Why Alignment Beats Promises When You Choose a Sponsor
June 30, 2026
|By Tanner Sherman, Managing Broker
A promise costs the person making it nothing. A structure costs them everything if they get it wrong. That is the whole difference, and it is the single most useful lens a passive investor can carry into a first call with a sponsor.
When you evaluate a real estate deal, you are not really evaluating a building. You are evaluating a partnership. And most people evaluate that partnership by listening to what the sponsor says. That is backward. Investor sponsor alignment is not something you hear. It is something you read in the documents. The words in a pitch are free. The words in an operating agreement are binding.
Why promises are the weakest signal
Every sponsor sounds aligned on a call. Everyone says the investor comes first. Everyone believes it about themselves. The problem is that belief does not survive a hard year.
When occupancy softens and expenses climb, intentions stop mattering. What matters is who gets paid, in what order, when the money is tight. A promise made in a good year does not tell you what happens in a bad one. The structure does. It is written down before anyone knows how the deal turns out, which is exactly why it is worth more than any assurance offered after the fact.
So the question is not "does this person seem trustworthy." The question is "if this person were tempted to put themselves first, what in this deal would stop them." If the answer is only their character, you are underwriting a personality. If the answer is the structure, you are underwriting a machine.
What alignment looks like on paper
Alignment is not a feeling. It is a set of choices a sponsor makes about how the deal is built. Here is where we look.
The order of payment. In our model, investors clear a preferred return before the sponsor earns a promote. That is not generosity. It is sequencing. It means the people who supplied the capital eat first, and the people who ran the deal eat last. A preferred-return hurdle is not a marketing line; it is a standard that decides who suffers first when a year disappoints. If a sponsor gets paid a promote from dollar one, they are compensated whether the deal performs for you or not.
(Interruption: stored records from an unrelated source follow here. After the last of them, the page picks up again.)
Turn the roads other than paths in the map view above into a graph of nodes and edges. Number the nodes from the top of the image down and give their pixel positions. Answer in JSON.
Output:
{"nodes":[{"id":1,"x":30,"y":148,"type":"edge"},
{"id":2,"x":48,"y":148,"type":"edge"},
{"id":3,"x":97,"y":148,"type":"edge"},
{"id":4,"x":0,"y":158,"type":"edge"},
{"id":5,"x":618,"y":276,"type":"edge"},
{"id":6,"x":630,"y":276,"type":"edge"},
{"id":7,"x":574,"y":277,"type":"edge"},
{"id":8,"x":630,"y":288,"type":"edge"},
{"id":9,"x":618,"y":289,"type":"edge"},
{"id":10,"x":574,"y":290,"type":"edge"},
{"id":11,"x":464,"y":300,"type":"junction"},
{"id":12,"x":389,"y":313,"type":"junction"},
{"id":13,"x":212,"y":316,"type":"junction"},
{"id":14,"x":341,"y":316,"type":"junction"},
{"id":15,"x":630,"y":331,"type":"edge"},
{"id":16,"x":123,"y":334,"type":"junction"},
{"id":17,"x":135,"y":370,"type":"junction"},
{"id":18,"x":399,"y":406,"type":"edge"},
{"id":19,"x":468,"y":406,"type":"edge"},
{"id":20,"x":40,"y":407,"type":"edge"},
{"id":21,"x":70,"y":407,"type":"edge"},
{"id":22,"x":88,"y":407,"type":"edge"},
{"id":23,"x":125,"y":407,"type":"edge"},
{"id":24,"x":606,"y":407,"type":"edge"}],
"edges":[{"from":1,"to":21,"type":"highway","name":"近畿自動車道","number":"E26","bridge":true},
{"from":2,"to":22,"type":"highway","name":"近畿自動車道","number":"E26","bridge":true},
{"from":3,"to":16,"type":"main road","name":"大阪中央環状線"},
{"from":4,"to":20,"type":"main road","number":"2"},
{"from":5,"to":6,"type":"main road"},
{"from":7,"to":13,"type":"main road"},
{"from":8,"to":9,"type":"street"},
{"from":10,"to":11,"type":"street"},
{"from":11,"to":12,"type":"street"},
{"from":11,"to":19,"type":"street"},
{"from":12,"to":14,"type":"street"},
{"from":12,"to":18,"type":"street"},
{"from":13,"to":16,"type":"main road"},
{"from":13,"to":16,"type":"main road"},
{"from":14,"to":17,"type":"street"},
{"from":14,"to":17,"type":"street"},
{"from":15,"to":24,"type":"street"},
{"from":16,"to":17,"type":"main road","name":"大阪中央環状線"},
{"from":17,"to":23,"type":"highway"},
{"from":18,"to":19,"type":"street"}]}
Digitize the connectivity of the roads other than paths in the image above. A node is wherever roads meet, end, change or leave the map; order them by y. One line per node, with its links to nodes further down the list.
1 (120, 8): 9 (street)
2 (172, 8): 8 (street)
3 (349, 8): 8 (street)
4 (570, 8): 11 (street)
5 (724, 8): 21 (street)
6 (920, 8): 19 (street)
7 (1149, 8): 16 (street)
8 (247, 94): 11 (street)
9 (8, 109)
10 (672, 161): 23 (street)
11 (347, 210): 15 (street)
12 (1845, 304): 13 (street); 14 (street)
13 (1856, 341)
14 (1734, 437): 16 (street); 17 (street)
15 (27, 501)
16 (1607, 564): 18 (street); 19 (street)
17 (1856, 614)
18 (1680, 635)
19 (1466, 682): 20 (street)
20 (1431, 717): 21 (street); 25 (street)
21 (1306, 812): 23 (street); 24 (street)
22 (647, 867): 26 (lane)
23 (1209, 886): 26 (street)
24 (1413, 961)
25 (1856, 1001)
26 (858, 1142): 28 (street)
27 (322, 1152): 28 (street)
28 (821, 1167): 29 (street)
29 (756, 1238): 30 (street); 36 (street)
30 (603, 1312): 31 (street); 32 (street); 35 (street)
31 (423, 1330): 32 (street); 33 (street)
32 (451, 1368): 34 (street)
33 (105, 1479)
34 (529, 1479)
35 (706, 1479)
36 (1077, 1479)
Where the fees live. Ask what the sponsor earns before you earn anything. Acquisition fees, asset management fees, and a promote that starts early can quietly pay the sponsor a full return while your capital sits flat. We hold our fee structure to a simple test. Does the sponsor get rich if the investor only breaks even? If the answer is yes, the interests are pointed in different directions no matter what anyone says on a call.
Where the leverage sits. This one is less obvious and it matters more than almost anything. A lot of deals put leverage at the beginning to juice early returns. That makes the projections look bigger and the downside deeper, because debt does not care about your business plan. It wants its payment. We prefer to place leverage at the end, after an asset is stabilized and the income is proven, rather than borrowing against a plan that has not happened yet. Leverage at the end is the clearest proof a sponsor is protecting your capital before reaching for your upside.
Alignment is what protects the downside
Passive investors are told to chase returns. The better instinct is to protect capital first and let the return follow. Alignment is a downside tool before it is anything else.
When the sponsor eats last, the sponsor has every reason to defend your position in a hard year, because their pay depends on yours recovering. When leverage is conservative and placed late, a soft quarter does not threaten the whole asset. The structure does the protecting. You do not have to hope the sponsor makes the right call under pressure, because the deal was designed so that the right call is also the one that pays them.
That is what "the sponsor eats last" really buys you. Not a warmer feeling. A built-in defender of your capital who cannot get paid by abandoning it.
The machine should run without either of us
There is one more test, and it is easy to overlook. A good passive investment runs without you and without the sponsor personally holding it together every day.
We keep a clean line here. Capital and asset performance is the seat we steward; day-to-day execution belongs to our operating team, led by our co-founder Nicole, and that team is held to occupancy and expense benchmarks that protect investor yield. The point of that separation is durability. If a deal only works because one person is in the engine room around the clock, that is not a passive investment. It is a job with your money attached. Alignment includes building something that survives the people who built it.
The takeaway
Read the structure, not the sales talk. Ask who gets paid first, what the sponsor earns before you earn anything, and where the leverage sits. Those three answers tell you more about investor sponsor alignment than an hour of conversation ever will, because they are written down before anyone knows how the story ends.
A sponsor who is aligned by structure does not need to convince you they will do the right thing. They already have. It is in the documents.
If you want to see how we build these terms and why we place leverage where we do, we would be glad to walk you through our approach.
Important Disclosures
This article is for educational purposes only. It is not investment, legal, tax, or accounting advice, and it does not constitute a recommendation to buy or sell any security. Top Tier Investment Firm is not acting as your attorney, certified public accountant, or investment adviser. Nothing in this article is an offer to sell or a solicitation of an offer to buy any security. Any investment in a Top Tier fund would be made solely through the fund's formal offering documents and is available only to verified accredited investors. Real estate investing involves risk, including the possible loss of principal. Past performance does not guarantee future results. Consult your own attorney, CPA, and financial adviser before making any investment decision.